Creamy Stuffed Shells

Linda Larsen
Your freezer can be your best friend during the holidays. Scenario: your phone rings at 4 PM on a Saturday before Christmas. Friends from out of town are driving through and want to see you. Instead of panicking, you stroll over to your freezer and choose from several appetizers made weeks ahead. A few minutes of thawing and reheating in the microwave, and you have time to quickly vacuum the rugs, light the fire in the fireplace, and straighten the rooms. In half an hour, your friends come into your cozy warm house, smelling wonderful aromas, and are treated to a choice of appetizers with some nice white wine. Freeze ahead holiday foods will make this possible!

You can do this very easily with this selection of recipes that are easy to make and freeze and reheat beautifully. This is the time to stock up on holiday foods to make the season brighter. Many appetizers, entrees, cookies, salads, and breads freeze very well. You can adapt recipes slightly; cook soups 10-15 minutes less than the recipes call for, undercook pasta, and add potatoes and cheese during the reheating process. If you're feeling really ambitious, this week is also a good time to do some serious Once a Month Cooking to fill your freezer with weeks and weeks of entrees. Take a look at my first cookbook, Everything Meals for a Month. And be sure to look at Freezing Tips before you begin, as well as Foods to Freeze and Do Not Freeze.

To freeze foods safely, you need to make sure that your freezer temperature is zero degrees Fahrenheit or lower. Use a freezer thermometer to check the temperature. Foods that are to be frozen need to be cooled quickly to keep ice crystals as small as possible. Rather than freezing one large, deep casserole, divide it into two smaller, shallow casseroles, cool quickly in the refrigerator, then wrap tightly and freeze. Using packaging meant specifically for the freezer is important to avoid freezer burn. Freezer burn is actually dehydration; the food loses moisture when not properly wrapped. The food isn't unsafe to eat, just not appetizing. You can cut away small amounts of freezer burn if most of the food is unaffected.
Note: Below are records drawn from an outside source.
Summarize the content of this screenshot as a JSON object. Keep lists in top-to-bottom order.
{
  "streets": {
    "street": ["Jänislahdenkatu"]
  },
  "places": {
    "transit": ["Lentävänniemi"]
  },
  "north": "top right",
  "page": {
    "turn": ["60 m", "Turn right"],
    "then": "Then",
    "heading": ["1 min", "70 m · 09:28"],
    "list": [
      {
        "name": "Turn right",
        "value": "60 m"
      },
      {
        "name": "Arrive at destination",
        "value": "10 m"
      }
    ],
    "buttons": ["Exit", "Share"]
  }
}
To reheat foods, you can bake in the oven at 350 degrees, reheat on the stovetop on medium low heat, or cook in the microwave oven at 60-70% power. Foods generally need 1/3 to 1/2 more cooking or baking time than the original recipe called for. To reheat on the stovetop, add a few tablespoons of liquid to the frozen food and heat with the cover on, stirring occasionally. Baked goods can stand at room temperature, in the freezer wrapping, until thawed. You can thaw entrees, soups, and appetizers in the refrigerator (NEVER at room temperature) before reheating if you like.

And make sure to clearly mark each package with the recipe name, reheating instructions, and the date. Keep a running total of what's in your freezer and rotate foods often. I also choose this time of year to clean out my freezer and defrost it if necessary. Throw out anything that is more than one year old and anything that is not carefully wrapped. Then stock up on freezer wraps, containers, tapes, ziplock bags, and markers and let's start cooking!